Kudos. To give hope to all children must be a major goal of the future of education. Not a side thought but a major goal.
and surely in this moment of a nation considering specific changes in the hopes of addressing racism, the intention of giving HOPE to all children — rather than giving them the vicious labeling, anxiety and closed schools attached to standardized testing — would be a very worthy goal
My intention is not to distract from Nancy’s important words, but in times like these, we need to remember to laugh at ourselves. If you’re offended by profanity, don’t watch. If you need a good belly laugh, this might help:
That video had me laughing out loud!!
Good day to all. I believe we are at a “printing press moment” on the history of mankind. Just as the printing press technology of that time changed society, a digital device connected to the internet is doing the same today at an exponentially accelerating pace. Legacy institutions and 20th-century thinking and systems are struggling to adapt and keep up. Some say we are moving into a 2nd Enlightenment. This raises the question “what are schools to be?” To answer this we must first look at our definition of community.
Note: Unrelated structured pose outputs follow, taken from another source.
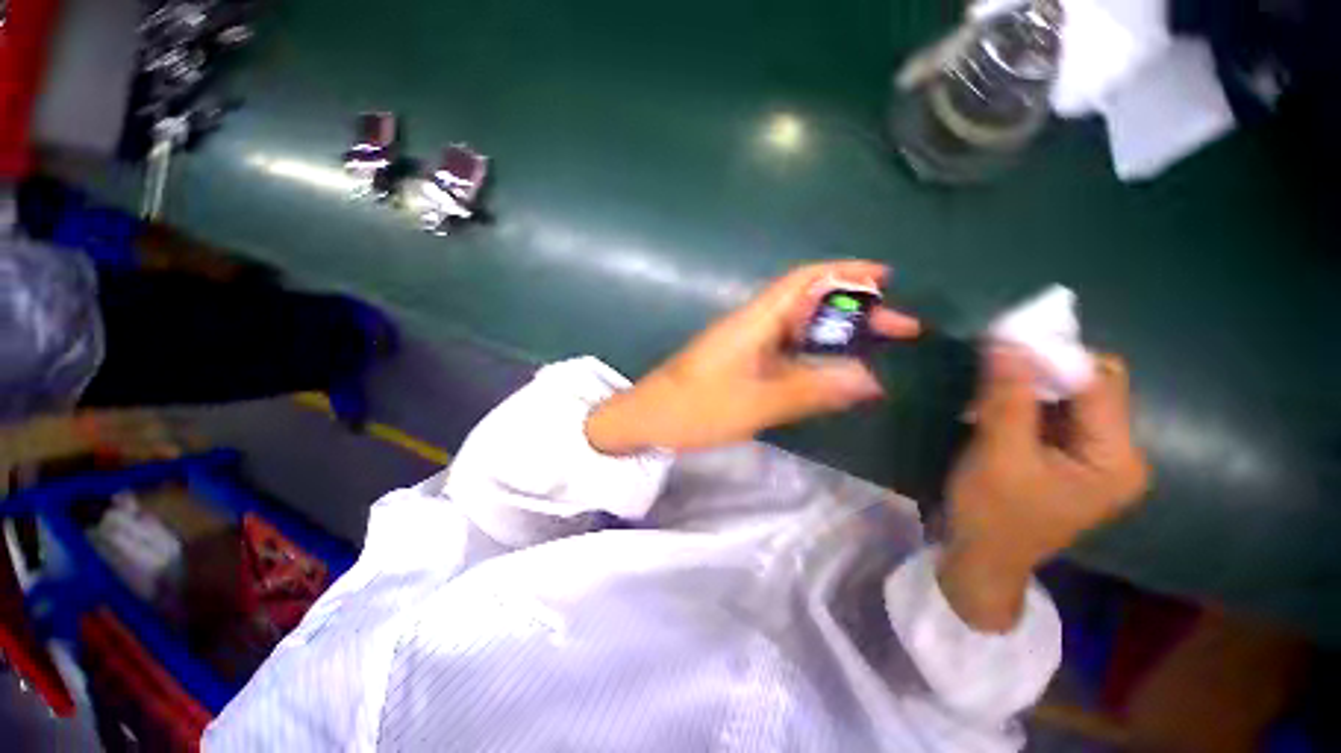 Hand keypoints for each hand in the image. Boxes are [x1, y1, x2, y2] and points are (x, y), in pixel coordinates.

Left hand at [585, 261, 920, 452]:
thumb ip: (813, 389)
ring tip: (877, 351)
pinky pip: (786, 352)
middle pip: (810, 304)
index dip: (845, 273)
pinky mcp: (742, 363)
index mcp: (755, 320)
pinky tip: (833, 373)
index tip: (886, 277)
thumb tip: (870, 380)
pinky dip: (814, 358)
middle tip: (900, 329)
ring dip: (837, 336)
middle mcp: (753, 324)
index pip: (805, 281)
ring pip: (800, 330)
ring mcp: (746, 344)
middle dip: (855, 311)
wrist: (650, 419)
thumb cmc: (697, 408)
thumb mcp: (759, 402)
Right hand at [939, 348, 1149, 631]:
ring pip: (1069, 395)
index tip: (1003, 339)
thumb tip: (1006, 342)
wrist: (980, 560)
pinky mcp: (1068, 456)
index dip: (1054, 356)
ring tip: (989, 380)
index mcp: (1116, 458)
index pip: (1099, 383)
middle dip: (1042, 368)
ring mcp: (1093, 454)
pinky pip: (1053, 412)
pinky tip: (995, 400)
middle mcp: (1117, 451)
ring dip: (1029, 382)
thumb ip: (1006, 400)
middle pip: (1090, 385)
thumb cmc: (991, 516)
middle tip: (992, 361)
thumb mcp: (997, 457)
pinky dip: (1024, 398) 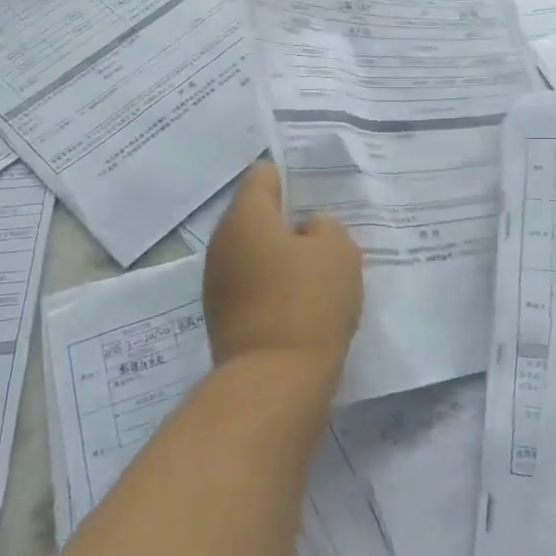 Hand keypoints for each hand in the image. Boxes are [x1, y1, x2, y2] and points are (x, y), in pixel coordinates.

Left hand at [204, 162, 361, 389]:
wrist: (276, 381)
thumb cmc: (309, 301)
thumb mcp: (338, 249)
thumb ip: (325, 226)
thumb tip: (305, 231)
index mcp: (245, 216)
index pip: (263, 174)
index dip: (292, 177)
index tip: (319, 194)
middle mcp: (222, 243)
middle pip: (257, 215)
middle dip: (290, 220)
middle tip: (328, 233)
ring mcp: (218, 282)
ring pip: (255, 252)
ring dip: (283, 256)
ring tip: (321, 271)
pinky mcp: (223, 316)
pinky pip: (253, 284)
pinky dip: (276, 286)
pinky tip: (304, 302) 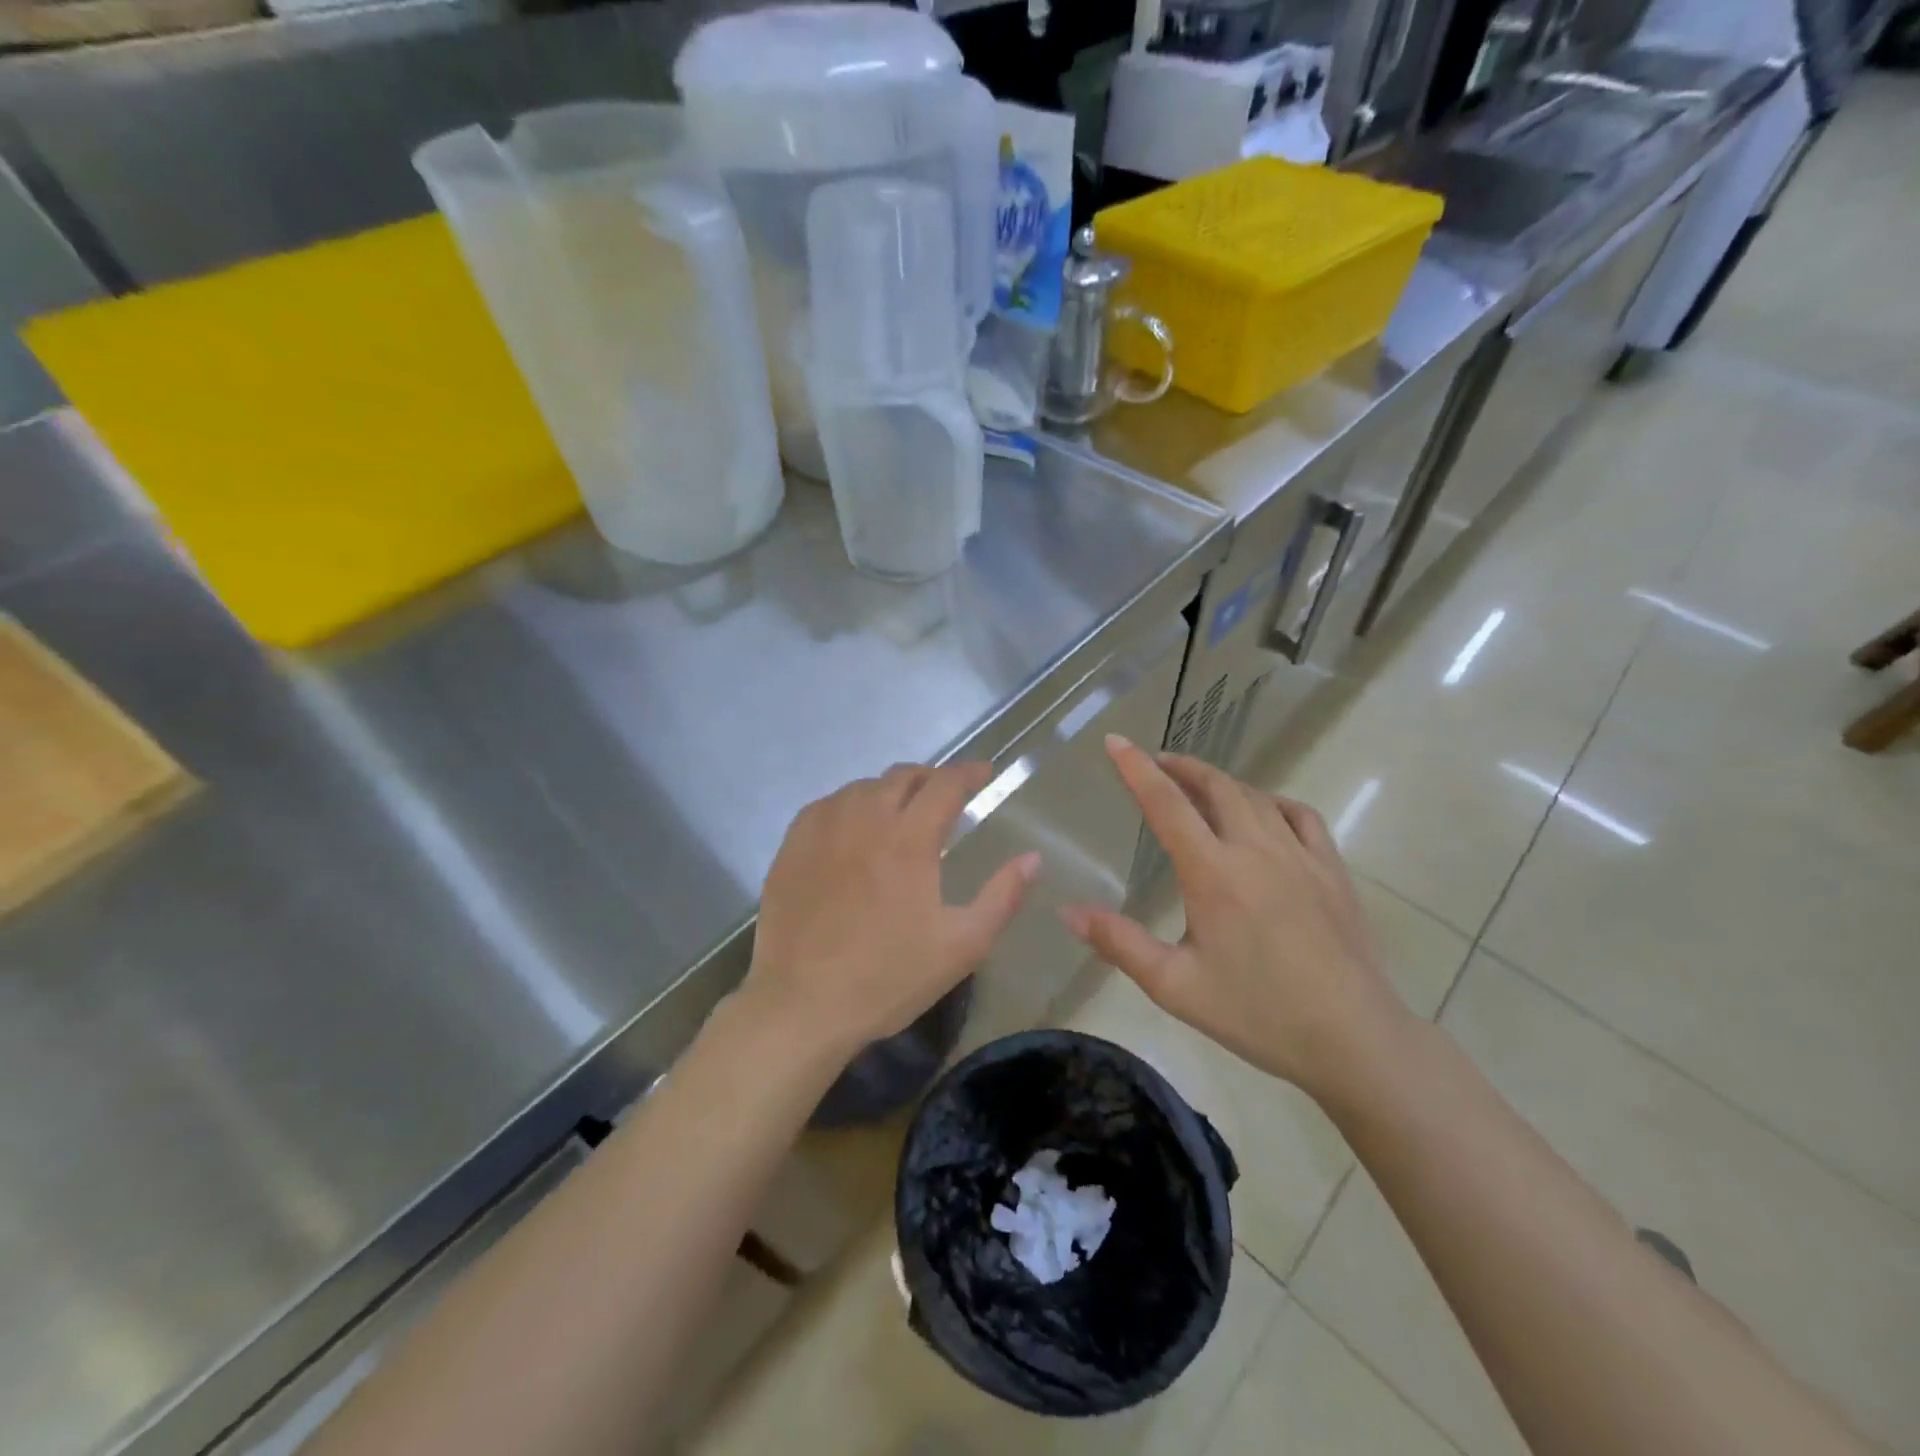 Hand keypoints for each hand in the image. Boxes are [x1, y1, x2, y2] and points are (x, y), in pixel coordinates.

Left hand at [743, 762, 1038, 1060]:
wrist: (802, 1005)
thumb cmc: (889, 977)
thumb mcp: (962, 945)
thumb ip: (1002, 896)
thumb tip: (1032, 858)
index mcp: (910, 839)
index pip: (945, 784)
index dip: (968, 772)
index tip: (984, 773)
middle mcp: (865, 819)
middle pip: (902, 777)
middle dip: (931, 778)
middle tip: (945, 795)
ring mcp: (823, 830)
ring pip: (862, 787)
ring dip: (890, 790)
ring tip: (901, 810)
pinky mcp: (792, 846)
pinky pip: (826, 805)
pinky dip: (850, 804)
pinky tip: (852, 825)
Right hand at [1061, 736, 1411, 1100]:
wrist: (1353, 1039)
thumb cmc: (1257, 1014)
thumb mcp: (1175, 985)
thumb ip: (1119, 943)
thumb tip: (1067, 910)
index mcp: (1213, 873)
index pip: (1167, 804)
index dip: (1137, 769)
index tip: (1116, 741)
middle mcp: (1256, 850)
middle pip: (1215, 787)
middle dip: (1181, 767)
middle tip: (1156, 763)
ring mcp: (1300, 856)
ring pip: (1255, 797)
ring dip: (1221, 782)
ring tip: (1199, 785)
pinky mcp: (1332, 870)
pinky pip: (1300, 816)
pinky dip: (1273, 802)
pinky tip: (1265, 813)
IF community is your physical space then your learning and perspective are limited by Zip Code. This reinforces silo and bias thinking. If the community is a virtual place (via the internet) then it is not determined by borders.
COVID-19 is nudging us to the virtual community. Business and industry are already there (Amazon, live streaming, Zoom, Facebook). So, what does this mean for schools and education? I have been writing about this in my blog.
https://growthringsjcc.blogspot.com/2020/05/growth-rings-redesigning-learning.html
Because of COVID-19 Public Schools will be faced with even less funding for the next 3 to 5 years (because of lost tax revenue), teacher shortages will grow, Teacher prep is still turning out teachers with 20th-century dispositions and bias, a “perfect storm” is upon us.
Unlimited potential and opportunities are ahead! Stay tuned.
And think of the profits in store for tech entrepreneurs!
They are already laying their plans to replace teachers with machines.
even less funding, even fewer teachers, but likely the same number of management and admin.
I believe a new business plan is/will emerge. One that values teacher skill and expertise. The old factory model, salary schedule does not recognize or value the skills needed to teach children.
Our current public school system is gripped by local politics and underfunded federal mandates.
Schools are not organized like factories. That’s a tired cliche.
I taught in a public school for over thirty years and never considered my work “factory work.” Calling schools factories is a tool of privatizers, not educators. In fact, sitting in front of a screen all day is the factory version of commercial “education.” The worst part is that students despise it, and it fails most students. Read the research.https://www.educationnext.org/online-charters-mostly-dont-work-forum-virtual-schools-greg-richmond/
“Unlimited potential and opportunities are ahead! Stay tuned.”
Really. Sorry, I can’t help but make fun of that.
“To infinity and beyond!” Stay cheesy retro.
Agree. That is if we allow it to happen.
obviously it doesnt work to assume public school diversity brings the best out in people. It starts in the home and it stays in the home instilled in the child the first few years of their life. I dont mean day care, that fails too. You want nice people who get along? Look to the foundation years, develop your childs mind by attention and encouragement, develop confidence that takes sacrifice, being with your child in the foundation years, a calm environment of love and support.